She hasn’t been able to work out of grief and as a result her savings have been drained.

Reading from an agreed statement of facts, Crown prosecutor Jay Potter said sometime after 9 pm on Boxing Day 2017, Tyler Cayen and three other people contacted Norwegian as some of them wanted to purchase crack cocaine. They had also been drinking.

The group met in a remote location – Sandy Creek Road on the K’atl’odeeche First Nation – made the deal, and left.

A short while later, just after 10pm, Norwegian contacted one of the group to ask for help freeing his stuck black Mazda sedan.
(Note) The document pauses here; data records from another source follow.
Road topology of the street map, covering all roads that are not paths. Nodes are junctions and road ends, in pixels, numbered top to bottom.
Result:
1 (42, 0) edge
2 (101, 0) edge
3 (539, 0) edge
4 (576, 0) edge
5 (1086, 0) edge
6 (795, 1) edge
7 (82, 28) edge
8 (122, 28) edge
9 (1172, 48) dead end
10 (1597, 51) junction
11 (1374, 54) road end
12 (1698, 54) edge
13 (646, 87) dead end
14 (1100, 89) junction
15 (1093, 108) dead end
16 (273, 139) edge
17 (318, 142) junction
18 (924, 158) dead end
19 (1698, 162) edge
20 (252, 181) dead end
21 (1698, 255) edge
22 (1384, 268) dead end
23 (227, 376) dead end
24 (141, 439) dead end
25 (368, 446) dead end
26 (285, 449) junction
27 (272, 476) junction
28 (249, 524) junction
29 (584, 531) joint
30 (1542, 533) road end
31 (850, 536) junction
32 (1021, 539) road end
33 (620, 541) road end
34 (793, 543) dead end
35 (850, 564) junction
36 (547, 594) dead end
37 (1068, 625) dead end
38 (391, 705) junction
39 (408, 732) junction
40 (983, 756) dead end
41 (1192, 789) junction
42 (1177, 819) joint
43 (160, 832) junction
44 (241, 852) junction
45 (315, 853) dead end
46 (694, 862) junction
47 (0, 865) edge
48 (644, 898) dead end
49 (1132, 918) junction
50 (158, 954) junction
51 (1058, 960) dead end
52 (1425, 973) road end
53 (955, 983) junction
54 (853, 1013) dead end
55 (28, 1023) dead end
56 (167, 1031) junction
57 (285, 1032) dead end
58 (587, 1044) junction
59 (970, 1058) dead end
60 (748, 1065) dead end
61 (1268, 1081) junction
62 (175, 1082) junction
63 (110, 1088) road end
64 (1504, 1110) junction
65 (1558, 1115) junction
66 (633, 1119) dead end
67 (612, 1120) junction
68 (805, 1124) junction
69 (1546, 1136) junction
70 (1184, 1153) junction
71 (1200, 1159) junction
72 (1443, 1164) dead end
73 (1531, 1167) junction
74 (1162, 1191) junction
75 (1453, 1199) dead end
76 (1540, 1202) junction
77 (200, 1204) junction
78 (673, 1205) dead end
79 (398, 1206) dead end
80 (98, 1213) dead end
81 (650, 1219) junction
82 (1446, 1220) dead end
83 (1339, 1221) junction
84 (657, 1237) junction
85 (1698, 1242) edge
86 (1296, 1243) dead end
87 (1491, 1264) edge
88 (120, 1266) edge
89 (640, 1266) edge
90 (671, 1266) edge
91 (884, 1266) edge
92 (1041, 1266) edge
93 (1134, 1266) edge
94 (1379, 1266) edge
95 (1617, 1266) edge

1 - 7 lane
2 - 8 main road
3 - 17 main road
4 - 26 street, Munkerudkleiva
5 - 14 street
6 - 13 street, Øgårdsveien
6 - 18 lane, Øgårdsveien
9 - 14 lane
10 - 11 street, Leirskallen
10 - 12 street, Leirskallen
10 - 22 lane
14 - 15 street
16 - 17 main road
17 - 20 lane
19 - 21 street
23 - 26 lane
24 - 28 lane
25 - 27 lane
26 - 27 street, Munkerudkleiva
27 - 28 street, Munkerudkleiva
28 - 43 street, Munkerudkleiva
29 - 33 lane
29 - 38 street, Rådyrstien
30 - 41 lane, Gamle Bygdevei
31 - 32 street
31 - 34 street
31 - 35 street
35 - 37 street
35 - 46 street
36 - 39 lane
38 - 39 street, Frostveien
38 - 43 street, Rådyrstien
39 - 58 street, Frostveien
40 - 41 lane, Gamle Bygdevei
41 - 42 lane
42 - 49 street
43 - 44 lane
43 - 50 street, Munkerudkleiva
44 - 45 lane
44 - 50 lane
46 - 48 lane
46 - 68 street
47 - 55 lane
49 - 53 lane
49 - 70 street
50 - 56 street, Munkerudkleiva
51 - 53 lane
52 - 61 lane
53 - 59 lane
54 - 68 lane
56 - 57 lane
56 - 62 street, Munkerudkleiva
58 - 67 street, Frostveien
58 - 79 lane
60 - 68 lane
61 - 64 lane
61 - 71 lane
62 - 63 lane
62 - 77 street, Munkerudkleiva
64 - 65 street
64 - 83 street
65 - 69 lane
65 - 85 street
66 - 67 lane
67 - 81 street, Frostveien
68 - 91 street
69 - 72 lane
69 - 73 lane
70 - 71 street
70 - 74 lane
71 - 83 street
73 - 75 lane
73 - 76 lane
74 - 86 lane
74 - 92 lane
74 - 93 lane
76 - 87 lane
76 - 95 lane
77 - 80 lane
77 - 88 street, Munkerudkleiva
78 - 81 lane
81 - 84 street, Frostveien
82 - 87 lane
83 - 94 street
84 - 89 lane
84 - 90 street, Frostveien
When the car was freed, Norwegian provided a piece of crack cocaine in return.

Some time later, a plan was allegedly hatched by two of the group to rob Norwegian.

A further drug purchase would be used as cover.

The pair took balaclavas and a small bat, known as a fish knocker, then headed off on a snowmobile.

Tyler Cayen stayed behind with a fourth member of the group.

After an hour had passed, the two people returned and stated Norwegian had been “jacked and beaten up,” but was alive, Potter told th court. The bat had been used to smash a window in the car, but had broken.

Cayen helped destroy evidence in a fire, including winter clothing.

One of the group left on a snowmobile to phone police and inform them of Norwegian’s location.

RCMP ‘not dispatched’

On December 27, 2017, at 4:05 am, the RCMP’s operational command centre received a 36-second call from a pay phone outside the Rooster convenience store in Hay River.

The caller “reported an impaired driver driving a smashed-up vehicle turning off onto the Sandy Creek Road near the Hay River reserve,” Potter said.

“The caller did not give his name or the name of this driver, nor did the caller provide any further description of the vehicle.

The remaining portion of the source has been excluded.